How driving drunk can wreck your car insurance
More than 1.4 million people were arrested in 2009 for drunken driving, according to the National Highway Transportation and Safety Administration. If you are arrested for DUI, you’ll face a world of problems including legal issues, fines and loss of your driver’s license.
You also risk being dropped by your car insurance company and will certainly face higher premiums for at least three years afterward. Attorneys and insurance agents say the effects can vary dramatically for each driver, but they won’t be pretty in any case.
Across the country, a DUI stays on a driver’s traffic record for five years but is considered by car insurance companies for only three years.
In some states, the total financial toll of a DUI can add up to $20,000 after factoring in fines, legal fees, loss of income, court costs, bail and a court-required ignition device for your car.
Getting dropped by your insurer
While a driver can’t have a car insurance policy canceled for a DUI, most major carriers simply won’t renew the policy when it expires. Di Smith, an agent with Gillman Insurance Group in Atlanta, says you’ll then have to switch to a “non-standard” carrier that specializes in high-risk drivers — and charges higher rates.
“Most major carriers will just drop you. You’ll be able to get new insurance, but you’re going to pay a huge surcharge,” Smith says.

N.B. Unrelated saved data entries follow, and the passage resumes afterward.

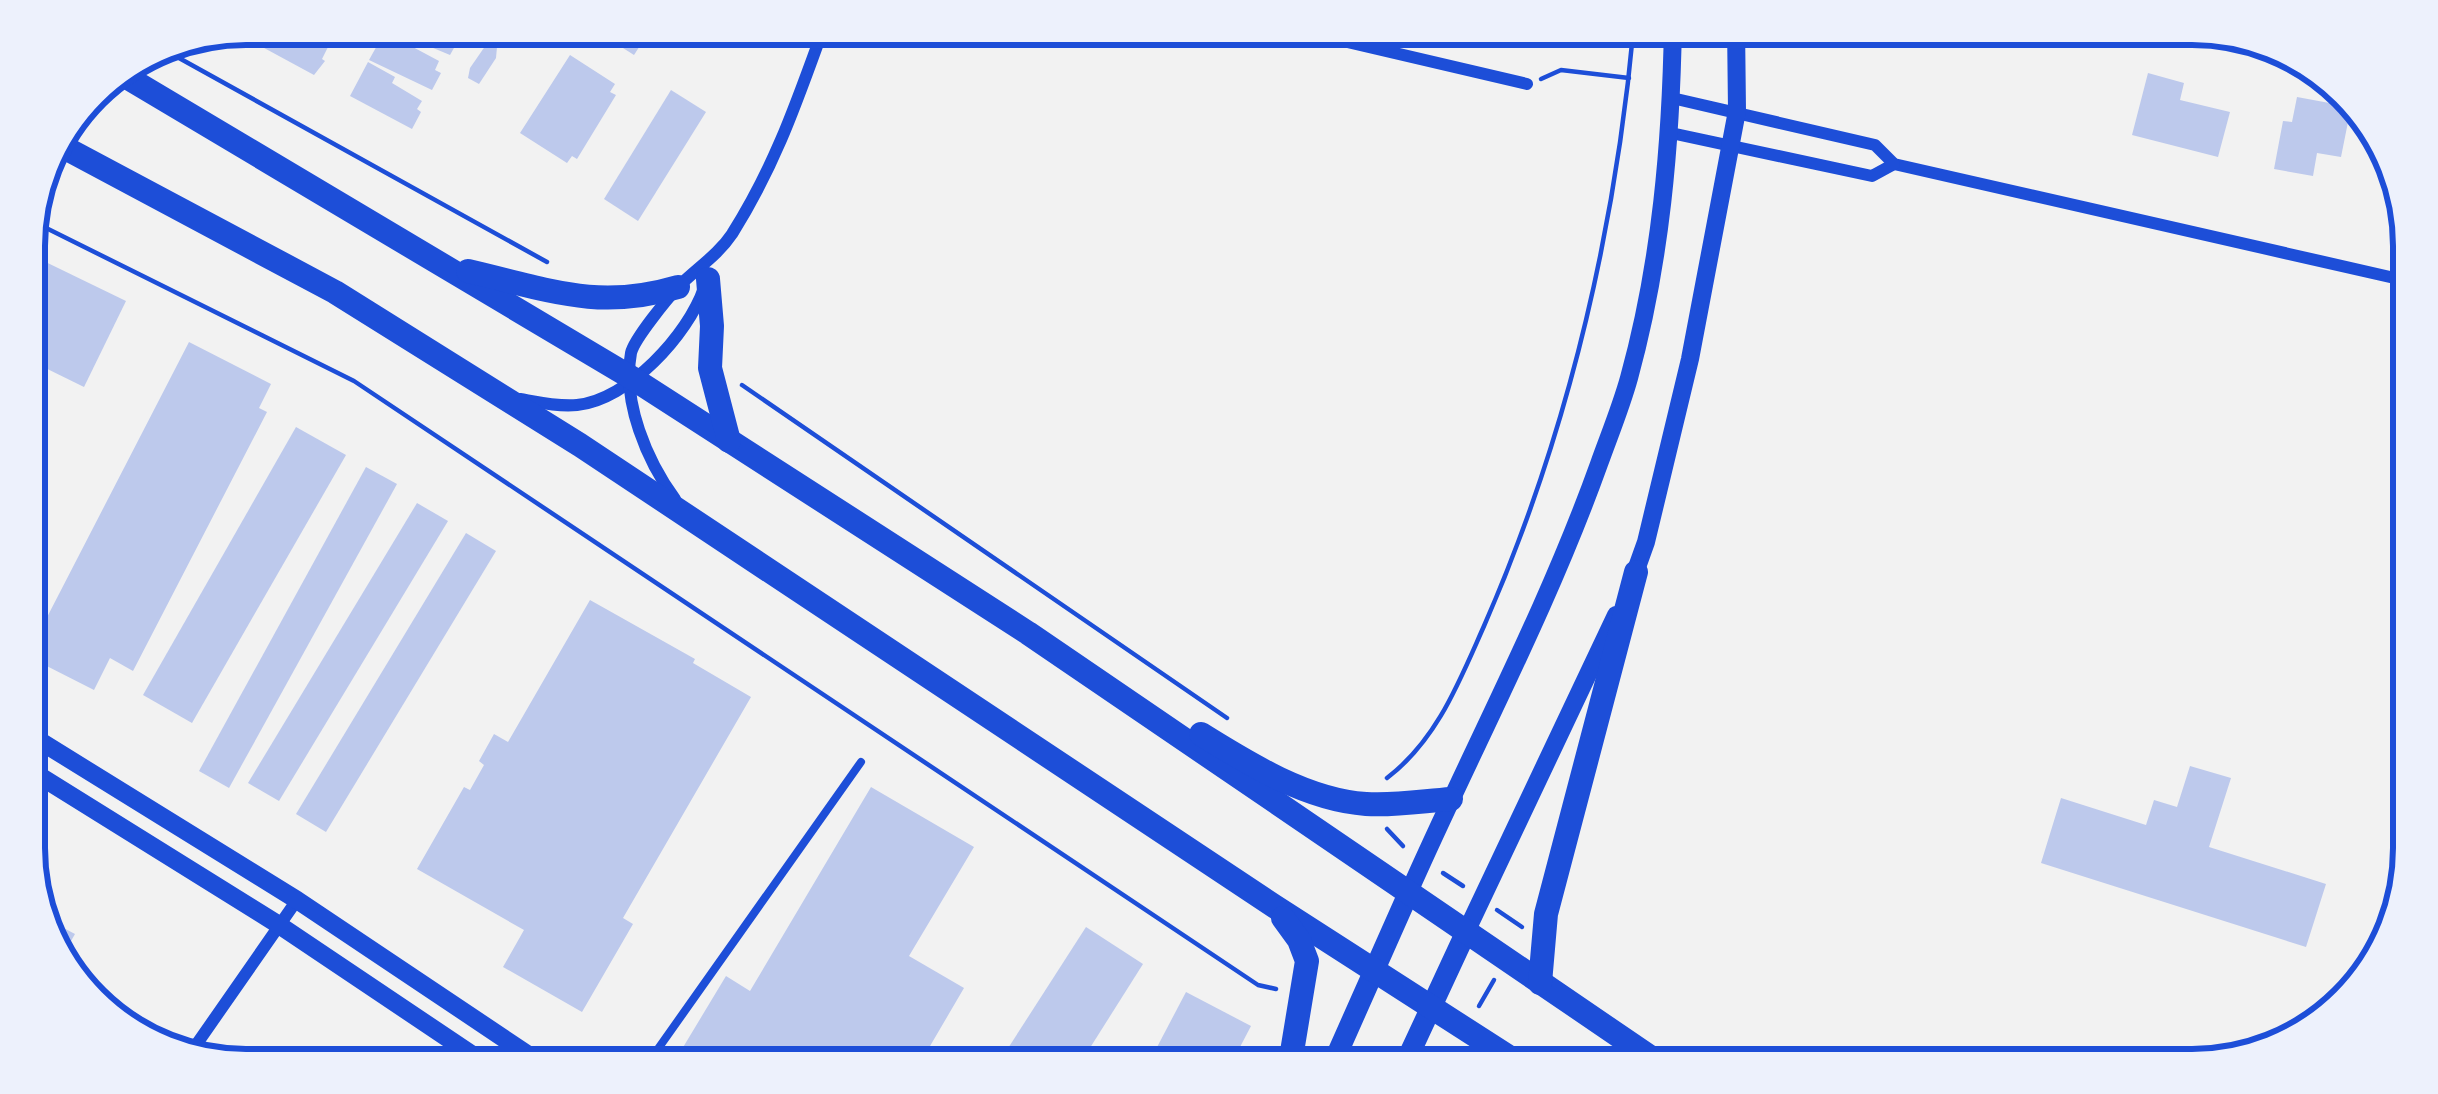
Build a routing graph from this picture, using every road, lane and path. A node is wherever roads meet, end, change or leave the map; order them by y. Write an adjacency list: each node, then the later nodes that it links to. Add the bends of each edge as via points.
1 (818, 45): 17 (street, via 779,153)
2 (1359, 45): 9 (street)
3 (1632, 45): 7 (path)
4 (1673, 45): 10 (street)
5 (1736, 45): 11 (street)
6 (179, 57): 19 (path)
7 (1629, 78): 9 (path, via 1561,70); 35 (path, via 1585,333 1548,461 1452,698)
8 (132, 80): 18 (main road)
9 (1527, 85)
10 (1672, 98): 11 (street); 12 (street)
11 (1737, 111): 13 (street); 15 (street, via 1875,145)
12 (1671, 133): 13 (street); 36 (street, via 1658,245 1629,379 1515,670)
13 (1729, 144): 15 (street, via 1872,176); 28 (street, via 1690,359)
14 (70, 151): 25 (main road, via 334,292)
15 (1894, 164): 20 (street)
16 (46, 228): 47 (path, via 354,381)
17 (717, 253): 21 (street); 22 (street)
18 (442, 265): 22 (main road, via 607,300); 24 (main road)
19 (552, 265)
20 (2393, 278)
21 (708, 279): 23 (main road); 24 (street, via 656,364)
22 (678, 287): 24 (street, via 631,350)
23 (710, 368): 26 (main road); 30 (path)
24 (632, 378): 25 (street, via 578,406); 26 (main road); 27 (street, via 652,468)
25 (497, 394): 27 (main road)
26 (729, 441): 29 (main road)
27 (686, 514): 41 (main road)
28 (1636, 572): 39 (street); 46 (main road, via 1546,914)
29 (1028, 633): 35 (main road, via 1290,782 1344,801); 38 (main road)
30 (1240, 727)
31 (45, 744): 40 (street)
32 (861, 761): 53 (lane)
33 (45, 779): 42 (street)
34 (1370, 779): 35 (path)
35 (1386, 791): 36 (main road); 37 (path, via 1390,836)
36 (1451, 799): 37 (street)
37 (1423, 860): 38 (street); 39 (path)
38 (1409, 892): 43 (main road); 45 (main road)
39 (1482, 898): 43 (street); 44 (path, via 1522,927)
40 (297, 900): 42 (street); 52 (street)
41 (1274, 906): 45 (main road); 54 (main road, via 1307,961)
42 (279, 926): 50 (street); 51 (street)
43 (1467, 930): 44 (main road); 48 (main road)
44 (1505, 958): 46 (main road); 49 (path)
45 (1376, 971): 48 (main road); 55 (main road)
46 (1540, 983): 59 (main road)
47 (1258, 986)
48 (1433, 1005): 49 (main road); 56 (main road)
49 (1467, 1027): 57 (path); 58 (main road)
50 (198, 1042)
51 (464, 1049)
52 (520, 1049)
53 (658, 1049)
54 (1292, 1049)
55 (1340, 1049)
56 (1412, 1049)
57 (1454, 1049)
58 (1499, 1049)
59 (1638, 1049)

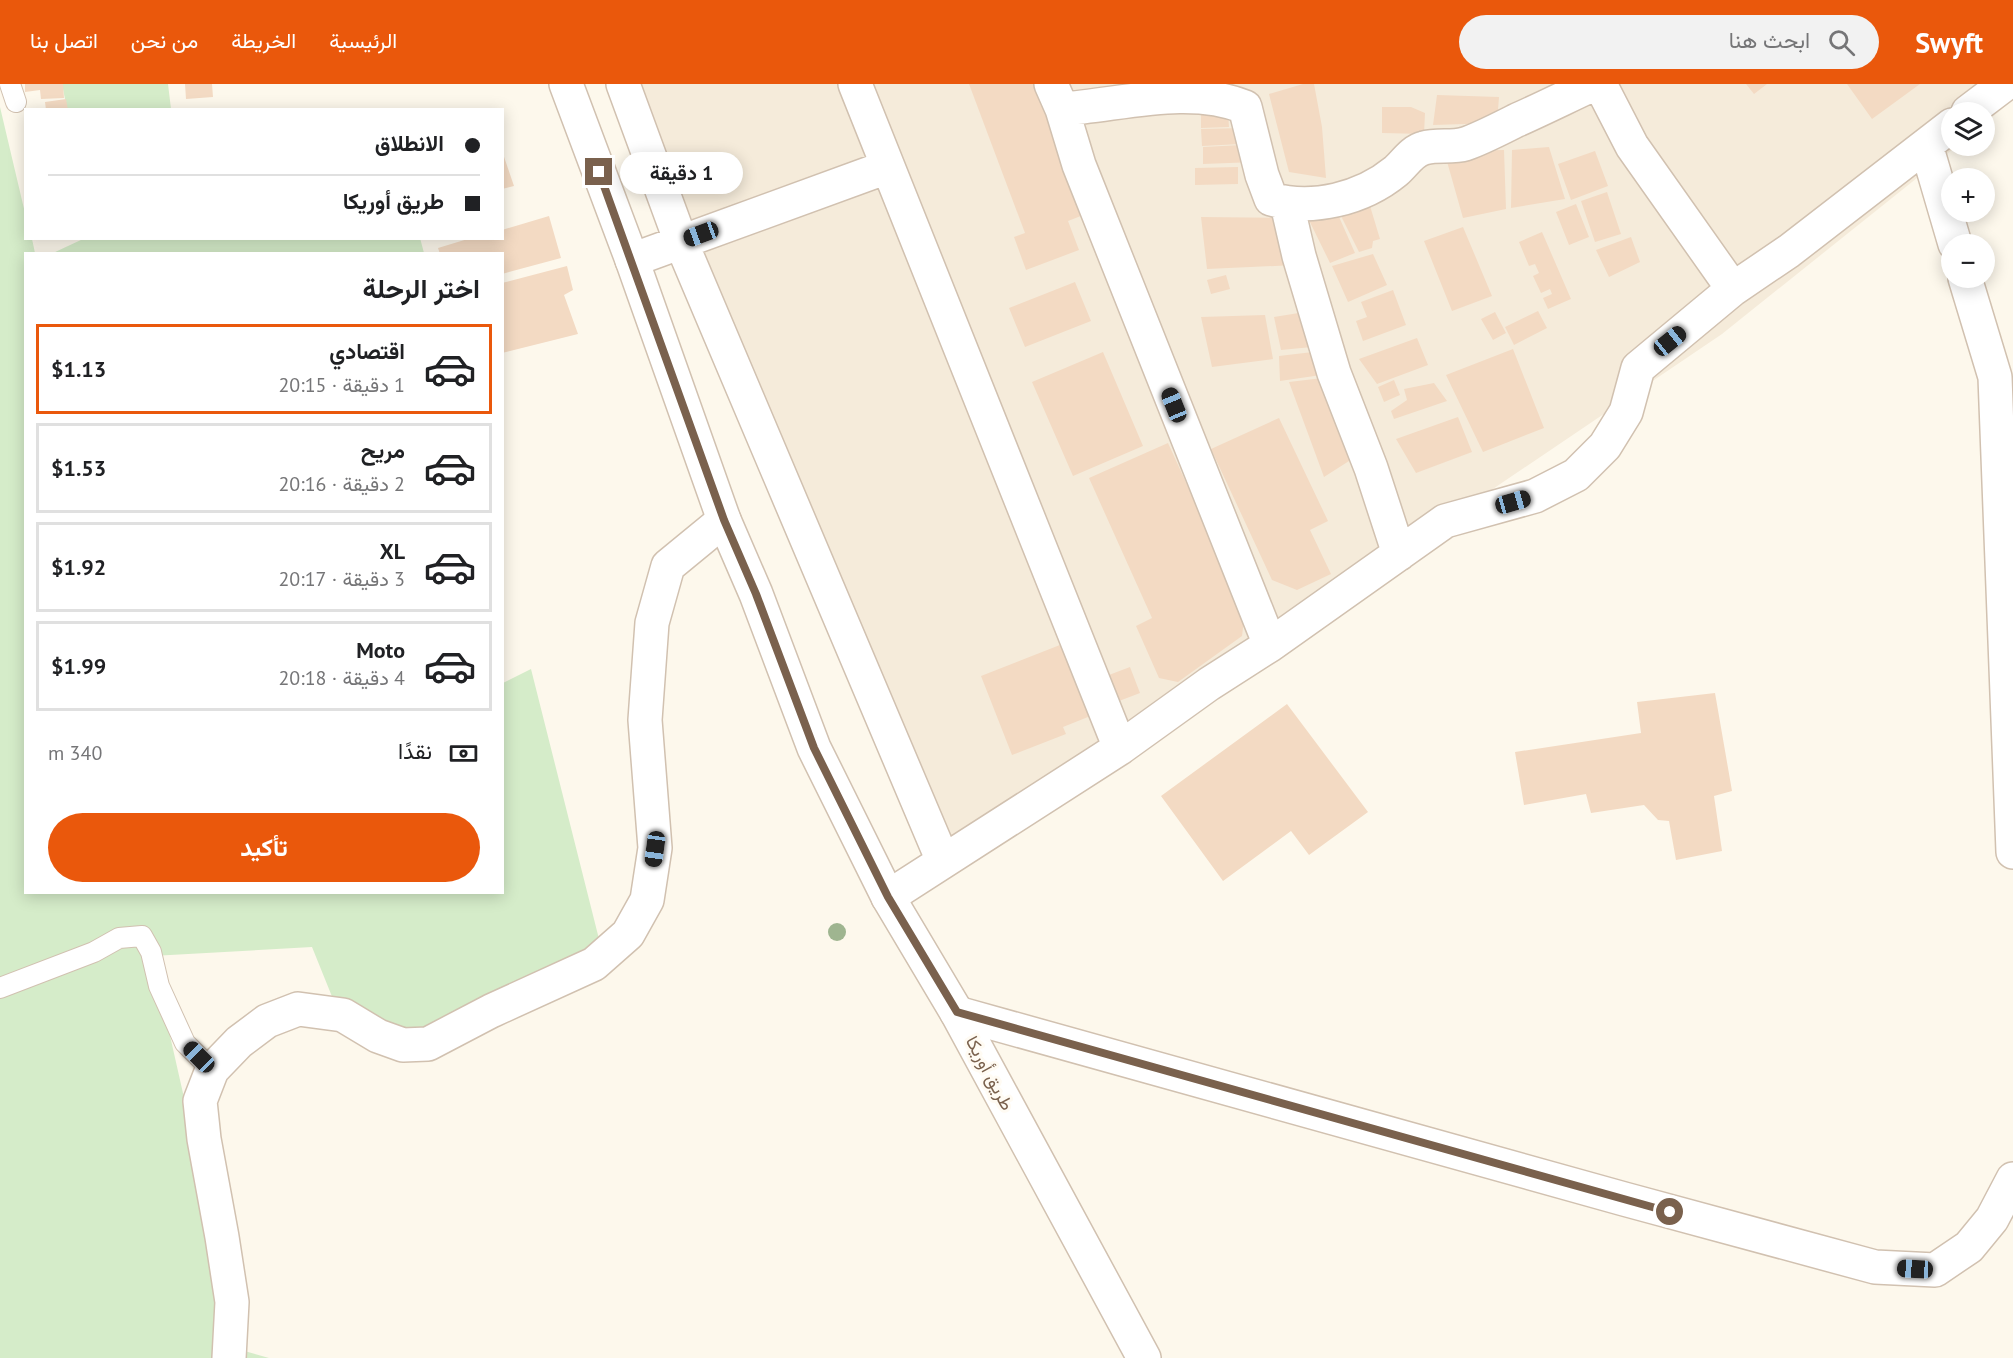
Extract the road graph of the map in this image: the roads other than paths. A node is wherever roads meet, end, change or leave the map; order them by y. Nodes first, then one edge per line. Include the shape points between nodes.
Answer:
1 (566, 84) edge
2 (623, 84) edge
3 (855, 84) edge
4 (1594, 84) edge
5 (1600, 84) edge
6 (2004, 84) edge
7 (1057, 97) edge
8 (1981, 102) edge
9 (1941, 133) edge
10 (1926, 145) junction
11 (887, 167) junction
12 (1287, 204) junction
13 (1952, 234) edge
14 (681, 242) junction
15 (632, 260) junction
16 (1968, 288) edge
17 (1733, 289) junction
18 (724, 520) junction
19 (1399, 554) junction
20 (1270, 645) junction
21 (1120, 748) junction
22 (2013, 852) edge
23 (943, 861) junction
24 (888, 897) junction
25 (0, 988) edge
26 (957, 1012) junction
27 (212, 1070) junction
28 (2013, 1179) edge
29 (229, 1358) edge
30 (1144, 1358) edge

1 - 15 street, طريق أوريكا
2 - 14 street
3 - 11 street
4 - 12 street via 1463,144 1422,148 1367,190 1334,201
5 - 17 street via 1632,146
6 - 8 street
7 - 12 street via 1095,107 1146,98 1208,96 1245,106 1270,199
7 - 20 street via 1079,165
9 - 10 street
10 - 13 street
10 - 17 street via 1789,251
11 - 14 street
11 - 21 street
12 - 19 street via 1334,373
14 - 15 street
14 - 23 street
15 - 18 street, طريق أوريكا
16 - 22 street via 1995,377
17 - 19 street via 1638,368 1626,412 1605,446 1576,475 1535,496 1445,521
18 - 24 street, طريق أوريكا via 814,748
18 - 27 street via 669,566 652,623 645,720 655,849 647,900 628,934 594,964 428,1044 403,1045 378,1036 343,1015 298,1010 267,1021
19 - 20 street
20 - 21 street
21 - 23 street
23 - 24 street
24 - 26 street, طريق أوريكا
25 - 27 lane via 94,952 119,938 142,936 185,1043
26 - 28 street via 1875,1267 1935,1270 1969,1247 1992,1219
26 - 30 street, طريق أوريكا
27 - 29 street via 200,1101 232,1302

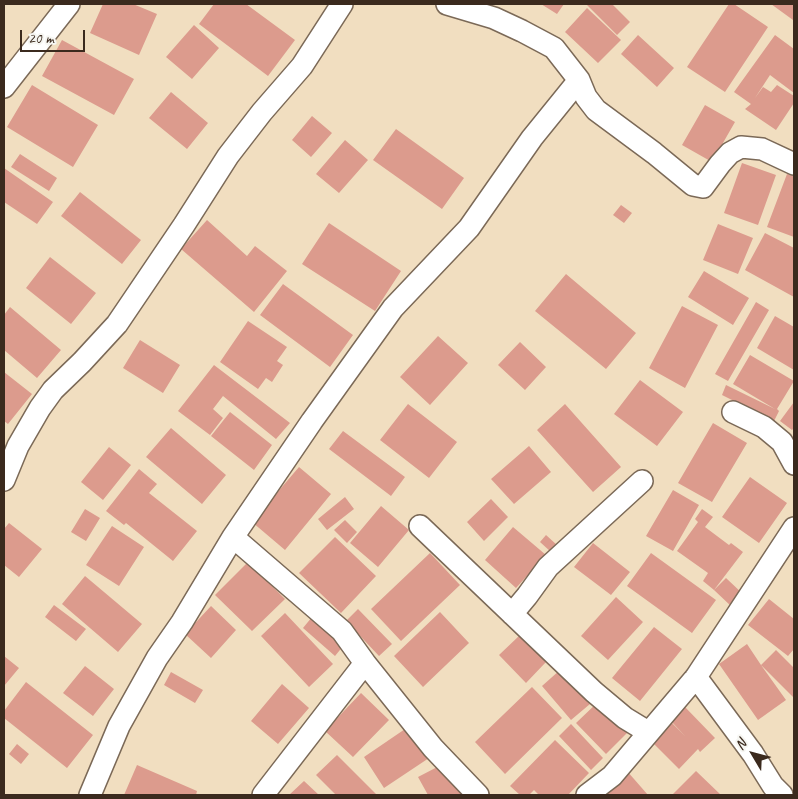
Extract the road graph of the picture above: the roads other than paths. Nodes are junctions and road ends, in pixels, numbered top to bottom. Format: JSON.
{"nodes":[{"id":1,"x":70,"y":4,"type":"edge"},
{"id":2,"x":342,"y":4,"type":"edge"},
{"id":3,"x":447,"y":4,"type":"edge"},
{"id":4,"x":579,"y":80,"type":"junction"},
{"id":5,"x":4,"y":87,"type":"edge"},
{"id":6,"x":794,"y":164,"type":"edge"},
{"id":7,"x":733,"y":412,"type":"dead end"},
{"id":8,"x":794,"y":464,"type":"edge"},
{"id":9,"x":4,"y":480,"type":"edge"},
{"id":10,"x":642,"y":481,"type":"dead end"},
{"id":11,"x":420,"y":526,"type":"dead end"},
{"id":12,"x":794,"y":528,"type":"edge"},
{"id":13,"x":233,"y":537,"type":"junction"},
{"id":14,"x":512,"y":614,"type":"junction"},
{"id":15,"x":364,"y":664,"type":"junction"},
{"id":16,"x":696,"y":677,"type":"junction"},
{"id":17,"x":648,"y":732,"type":"junction"},
{"id":18,"x":90,"y":795,"type":"edge"},
{"id":19,"x":264,"y":795,"type":"edge"},
{"id":20,"x":478,"y":795,"type":"edge"},
{"id":21,"x":586,"y":795,"type":"edge"},
{"id":22,"x":782,"y":795,"type":"edge"}],
"edges":[{"from":1,"to":5,"type":"street"},
{"from":2,"to":9,"type":"street"},
{"from":3,"to":4,"type":"street"},
{"from":4,"to":6,"type":"street"},
{"from":4,"to":13,"type":"street"},
{"from":7,"to":8,"type":"street"},
{"from":10,"to":14,"type":"street"},
{"from":11,"to":14,"type":"street"},
{"from":12,"to":16,"type":"street"},
{"from":13,"to":15,"type":"street"},
{"from":13,"to":18,"type":"street"},
{"from":14,"to":17,"type":"street"},
{"from":15,"to":19,"type":"street"},
{"from":15,"to":20,"type":"street"},
{"from":16,"to":17,"type":"street"},
{"from":16,"to":22,"type":"street"},
{"from":17,"to":21,"type":"street"}]}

Georgia DWI attorney George Creal Jr. says a single DUI can increase a driver’s premiums for basic liability coverage — the type of coverage mandated in 48 states — by up to 400 percent. That impact can occur even before a DUI suspect goes to trial; in most states, a motorist’s license is immediately suspended for up to 90 days when he’s arrested for DUI.
Creal says that even if a driver isn’t convicted of DUI, the drunken driving arrest itself can harm your insurance premiums for years to come. If you take a breath test and go over the legal limit (a blood-alcohol level of 0.08), you’ll have your license suspended for at least 90 days. If you refuse a breath test, you could be hit with a 180-day suspension.
DUI hurts your wallet
Insurers demand higher premiums for drivers in DUI cases because the presence of alcohol in an accident traditionally leads to higher legal expenses. For instance, $20,000 settlement for minor injuries in an accident easily could balloon to $200,000 if alcohol was a factor.
“And if you hurt someone, it’s a felony — which makes insurance the least of your worries. Kill someone, and you’re likely looking at state prison time,” Creal says.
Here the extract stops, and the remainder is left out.